Two decades after Porsche released the successful Boxster, Stuttgart is not only changing the name of the series to 718 Boxster with the updated model, but also what powers it with the introduction of turbocharged flat-fours.

From this generation - or rather, this model, since it’s not entirely new- and onwards, Porsche’s entry-level Boxster roadster and Cayman coupe will bear the numeric designation 718, as a nod to the four-cylinder-powered 718 mid-engine sports cars that won numerous races back in the 1950s and 1960s.

The new 718 Boxster will be revealed at the Geneva Motor Show in the beginning of March, possibly joined by the 718 Cayman at Porsche’s booth.

At the heart of the new 718 models is Porsche’s newly designed turbocharged flat-four engine, available in two displacements, at 2.0-liters and 2.5-liters. The same units should eventually make their way into the Macan SUV.

In the base 718 Boxster, the 2.0-liter unit produces 300PS (296hp) and 380Nm (280 lb-ft) of peak torque available from 1,950 rpm to 4,500 rpm, representing gains of 35hp and 100Nm (74 lb-ft) respectively over the naturally-aspirated 2.7-liter flat-six it replaces. When combined with the optional PDK dual-clutch transmission and the Sport Chrono package, the base 718 Boxster sprints to 100km/h in 4.7 seconds, shaving 0.8 seconds from its predecessor, while topping out at 275km/h (171mph).

The 718 Boxster S gets the larger displacement 2.5-liter four featuring a turbocharger with a variable turbine geometry that’s rated at 350PS (345hp) and 420Nm (310 lb-ft) from 1,900 rpm to 4,500 rpm, offering an increase of 35hp and 60Nm (44 lb-ft) respectively over the 3.4-liter naturally-aspirated flat-six of the previous Boxster S. According to Porsche, when paired to the PDK transmission and the Sport Chrono kit, this model hits 100km/h (62mph) in 4.2 seconds (0.6 seconds faster) and reaches a top speed of 285km/h (177mph).

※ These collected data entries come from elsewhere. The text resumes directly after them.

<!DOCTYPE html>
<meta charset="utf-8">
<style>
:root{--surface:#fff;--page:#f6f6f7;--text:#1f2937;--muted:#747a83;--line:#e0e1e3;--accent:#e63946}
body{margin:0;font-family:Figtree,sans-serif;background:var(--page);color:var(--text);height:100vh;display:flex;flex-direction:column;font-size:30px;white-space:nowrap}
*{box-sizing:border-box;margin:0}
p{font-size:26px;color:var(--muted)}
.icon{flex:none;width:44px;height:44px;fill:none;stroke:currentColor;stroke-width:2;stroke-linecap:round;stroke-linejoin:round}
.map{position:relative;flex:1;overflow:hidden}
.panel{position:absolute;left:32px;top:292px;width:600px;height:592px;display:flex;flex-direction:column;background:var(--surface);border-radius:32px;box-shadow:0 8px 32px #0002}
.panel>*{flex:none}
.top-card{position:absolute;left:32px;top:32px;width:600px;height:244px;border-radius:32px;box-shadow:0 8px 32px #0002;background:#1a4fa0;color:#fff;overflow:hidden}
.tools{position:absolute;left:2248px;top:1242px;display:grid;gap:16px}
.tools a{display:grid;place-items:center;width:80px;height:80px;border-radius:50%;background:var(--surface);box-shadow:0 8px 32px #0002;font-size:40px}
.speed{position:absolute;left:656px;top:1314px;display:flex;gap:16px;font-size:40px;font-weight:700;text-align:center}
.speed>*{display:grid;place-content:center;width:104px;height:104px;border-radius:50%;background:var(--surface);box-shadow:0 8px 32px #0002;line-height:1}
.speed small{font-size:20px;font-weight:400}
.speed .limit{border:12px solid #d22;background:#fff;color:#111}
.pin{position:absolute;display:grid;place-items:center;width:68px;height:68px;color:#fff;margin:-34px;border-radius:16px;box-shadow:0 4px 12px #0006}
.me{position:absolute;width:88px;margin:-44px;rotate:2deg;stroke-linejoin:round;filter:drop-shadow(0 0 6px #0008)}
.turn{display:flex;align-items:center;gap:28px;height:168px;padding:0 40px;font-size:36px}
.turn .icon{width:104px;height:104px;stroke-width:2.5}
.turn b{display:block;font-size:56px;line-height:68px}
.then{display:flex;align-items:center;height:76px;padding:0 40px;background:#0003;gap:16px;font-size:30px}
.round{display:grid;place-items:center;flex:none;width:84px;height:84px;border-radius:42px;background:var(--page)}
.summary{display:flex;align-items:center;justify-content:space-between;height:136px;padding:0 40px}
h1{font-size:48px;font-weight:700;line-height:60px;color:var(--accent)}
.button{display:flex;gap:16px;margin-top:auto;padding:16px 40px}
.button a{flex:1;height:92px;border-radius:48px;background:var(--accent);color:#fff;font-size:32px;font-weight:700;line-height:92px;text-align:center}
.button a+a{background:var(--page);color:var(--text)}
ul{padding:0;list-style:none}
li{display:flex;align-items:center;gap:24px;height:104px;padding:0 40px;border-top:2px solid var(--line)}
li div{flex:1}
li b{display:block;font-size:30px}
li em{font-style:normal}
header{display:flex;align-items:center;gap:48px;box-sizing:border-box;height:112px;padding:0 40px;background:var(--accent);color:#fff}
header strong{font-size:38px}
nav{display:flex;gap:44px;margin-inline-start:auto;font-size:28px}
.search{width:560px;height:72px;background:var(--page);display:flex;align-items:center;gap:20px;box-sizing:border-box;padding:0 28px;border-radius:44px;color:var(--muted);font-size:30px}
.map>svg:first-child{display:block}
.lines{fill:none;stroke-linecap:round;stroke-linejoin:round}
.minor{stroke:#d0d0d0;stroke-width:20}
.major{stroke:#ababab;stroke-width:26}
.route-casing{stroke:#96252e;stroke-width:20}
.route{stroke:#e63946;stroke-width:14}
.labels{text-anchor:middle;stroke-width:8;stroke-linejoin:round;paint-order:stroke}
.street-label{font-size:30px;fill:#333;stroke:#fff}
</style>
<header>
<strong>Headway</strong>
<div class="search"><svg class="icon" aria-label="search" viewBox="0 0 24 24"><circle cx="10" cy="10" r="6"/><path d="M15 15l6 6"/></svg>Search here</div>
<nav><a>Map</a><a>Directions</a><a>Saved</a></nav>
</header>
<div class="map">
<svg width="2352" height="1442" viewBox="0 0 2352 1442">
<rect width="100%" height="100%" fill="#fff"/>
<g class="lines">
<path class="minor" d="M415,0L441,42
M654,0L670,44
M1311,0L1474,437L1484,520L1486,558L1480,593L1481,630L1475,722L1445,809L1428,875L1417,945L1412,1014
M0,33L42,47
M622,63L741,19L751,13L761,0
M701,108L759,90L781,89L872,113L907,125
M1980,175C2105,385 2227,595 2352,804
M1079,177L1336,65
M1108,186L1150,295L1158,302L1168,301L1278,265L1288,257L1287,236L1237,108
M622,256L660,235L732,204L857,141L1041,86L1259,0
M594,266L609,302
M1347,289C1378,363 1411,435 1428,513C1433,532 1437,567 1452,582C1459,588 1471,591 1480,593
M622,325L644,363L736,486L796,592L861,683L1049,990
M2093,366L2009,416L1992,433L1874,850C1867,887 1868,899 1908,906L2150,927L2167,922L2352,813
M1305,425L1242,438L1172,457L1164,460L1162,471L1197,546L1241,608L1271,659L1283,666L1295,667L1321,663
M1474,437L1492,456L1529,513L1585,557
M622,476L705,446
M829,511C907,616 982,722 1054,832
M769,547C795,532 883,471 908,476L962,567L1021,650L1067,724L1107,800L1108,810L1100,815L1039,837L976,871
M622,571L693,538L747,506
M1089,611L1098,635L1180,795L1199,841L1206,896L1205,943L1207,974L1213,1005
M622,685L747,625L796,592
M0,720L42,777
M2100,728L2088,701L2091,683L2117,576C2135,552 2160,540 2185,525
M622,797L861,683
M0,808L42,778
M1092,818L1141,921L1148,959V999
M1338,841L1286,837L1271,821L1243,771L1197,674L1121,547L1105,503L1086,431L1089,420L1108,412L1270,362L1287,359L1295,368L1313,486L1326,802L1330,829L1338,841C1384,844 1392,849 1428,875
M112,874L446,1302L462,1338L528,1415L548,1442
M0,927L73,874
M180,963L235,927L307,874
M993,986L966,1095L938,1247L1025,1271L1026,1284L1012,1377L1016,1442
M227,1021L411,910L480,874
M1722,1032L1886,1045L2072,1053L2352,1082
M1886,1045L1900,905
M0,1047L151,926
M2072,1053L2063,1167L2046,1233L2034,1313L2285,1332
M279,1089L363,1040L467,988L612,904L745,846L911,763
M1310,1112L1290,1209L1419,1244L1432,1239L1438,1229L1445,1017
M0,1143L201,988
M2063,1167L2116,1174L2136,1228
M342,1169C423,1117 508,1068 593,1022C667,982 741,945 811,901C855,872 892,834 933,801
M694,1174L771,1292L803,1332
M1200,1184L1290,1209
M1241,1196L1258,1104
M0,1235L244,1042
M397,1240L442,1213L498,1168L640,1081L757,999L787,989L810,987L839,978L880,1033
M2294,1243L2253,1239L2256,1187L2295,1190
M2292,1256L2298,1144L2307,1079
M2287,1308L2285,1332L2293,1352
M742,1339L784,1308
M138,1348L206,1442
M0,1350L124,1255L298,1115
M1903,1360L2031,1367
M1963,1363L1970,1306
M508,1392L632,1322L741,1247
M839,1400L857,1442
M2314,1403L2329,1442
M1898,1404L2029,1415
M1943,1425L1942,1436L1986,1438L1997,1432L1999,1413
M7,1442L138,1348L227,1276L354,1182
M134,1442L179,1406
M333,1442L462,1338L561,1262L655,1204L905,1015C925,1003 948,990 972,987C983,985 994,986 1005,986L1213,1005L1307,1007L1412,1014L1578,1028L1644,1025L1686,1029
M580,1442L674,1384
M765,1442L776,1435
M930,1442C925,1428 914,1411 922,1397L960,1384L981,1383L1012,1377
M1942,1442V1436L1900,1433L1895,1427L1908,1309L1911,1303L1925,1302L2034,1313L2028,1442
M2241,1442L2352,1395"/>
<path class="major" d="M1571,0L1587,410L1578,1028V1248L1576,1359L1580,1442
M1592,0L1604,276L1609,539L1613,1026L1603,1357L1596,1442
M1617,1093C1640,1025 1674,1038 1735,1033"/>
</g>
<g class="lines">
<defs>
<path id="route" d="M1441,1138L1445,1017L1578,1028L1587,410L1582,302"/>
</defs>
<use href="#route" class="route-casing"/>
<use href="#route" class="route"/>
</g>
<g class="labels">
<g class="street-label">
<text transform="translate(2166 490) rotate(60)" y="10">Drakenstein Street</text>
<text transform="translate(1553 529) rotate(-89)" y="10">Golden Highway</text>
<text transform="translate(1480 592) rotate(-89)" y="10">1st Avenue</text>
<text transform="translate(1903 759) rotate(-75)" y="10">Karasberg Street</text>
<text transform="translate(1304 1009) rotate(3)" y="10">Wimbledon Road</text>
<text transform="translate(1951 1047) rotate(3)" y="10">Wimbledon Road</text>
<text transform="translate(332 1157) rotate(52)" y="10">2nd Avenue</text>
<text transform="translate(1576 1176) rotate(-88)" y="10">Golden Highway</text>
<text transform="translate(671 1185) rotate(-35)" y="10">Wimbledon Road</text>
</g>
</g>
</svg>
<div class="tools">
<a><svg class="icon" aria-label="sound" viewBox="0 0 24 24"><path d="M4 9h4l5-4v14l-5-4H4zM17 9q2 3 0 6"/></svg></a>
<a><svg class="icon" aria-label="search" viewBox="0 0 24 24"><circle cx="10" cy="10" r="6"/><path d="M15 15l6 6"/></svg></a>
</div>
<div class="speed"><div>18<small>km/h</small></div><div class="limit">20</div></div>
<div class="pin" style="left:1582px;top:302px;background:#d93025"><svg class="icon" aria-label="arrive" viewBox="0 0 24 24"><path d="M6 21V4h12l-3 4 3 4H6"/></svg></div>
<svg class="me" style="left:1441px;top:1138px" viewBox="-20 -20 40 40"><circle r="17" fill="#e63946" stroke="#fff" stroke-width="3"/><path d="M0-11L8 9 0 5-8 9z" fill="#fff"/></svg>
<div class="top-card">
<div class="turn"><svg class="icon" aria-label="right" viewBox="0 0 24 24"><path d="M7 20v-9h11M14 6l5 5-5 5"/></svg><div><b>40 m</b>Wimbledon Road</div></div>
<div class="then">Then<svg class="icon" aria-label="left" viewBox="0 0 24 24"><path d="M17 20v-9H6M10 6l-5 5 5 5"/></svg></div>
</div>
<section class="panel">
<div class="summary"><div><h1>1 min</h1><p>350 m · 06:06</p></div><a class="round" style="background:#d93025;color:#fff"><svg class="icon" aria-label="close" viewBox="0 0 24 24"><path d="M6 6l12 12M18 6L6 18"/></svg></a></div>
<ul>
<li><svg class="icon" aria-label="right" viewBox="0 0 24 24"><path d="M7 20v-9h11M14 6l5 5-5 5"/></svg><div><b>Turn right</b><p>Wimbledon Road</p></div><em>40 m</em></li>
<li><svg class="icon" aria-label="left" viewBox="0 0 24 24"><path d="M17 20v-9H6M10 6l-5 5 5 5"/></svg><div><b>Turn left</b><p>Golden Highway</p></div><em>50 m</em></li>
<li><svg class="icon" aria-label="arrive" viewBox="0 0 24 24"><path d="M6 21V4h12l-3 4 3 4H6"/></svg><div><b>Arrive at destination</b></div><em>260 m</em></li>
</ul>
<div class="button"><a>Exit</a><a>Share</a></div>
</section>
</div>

The new engines are not only more powerful, but also more efficient with Porsche claiming fuel economy improvements of up to 13 per cent.

Both versions come with a standard six-speed manual, with Porsche adding that the updated and optional PDK dual-clutch transmission now features the brand’s “fuel-saving virtual gears” that allows the system to partially engage two adjacent gears to create an intermediate gear to further improve fuel efficiency at cruising speeds.

Porsche says it has also modified the chassis with a re-tuned suspension to accommodate the new engines and keep its weight distribution, and a new electro-mechanical power steering that is now “10% more direct”. Those looking for better handling, can opt for the Porsche Active Suspension Management (PASM) that includes a 10mm reduction in ride height.

On the design front, Porsche says that the 718 Boxster “was completely revised except for the luggage compartment lids, the windscreen and the convertible top”, though, you might be hard pressed to tell all the changes without actually comparing it with the outgoing Boxster. On the outside, the 718 variant looks sharper and has more contemporary details, like the new head- and tail-lamp fixtures, while inside, the Germans gave it a revised steering wheel and the latest gen of their PCM infotainment system, complete with a new touchscreen.

In the States, the new 718 Boxster models will arrive in showrooms in June, with the base model priced from $56,000 and the ‘S’ variant from $68,400, excluding the $1,050 destination charge.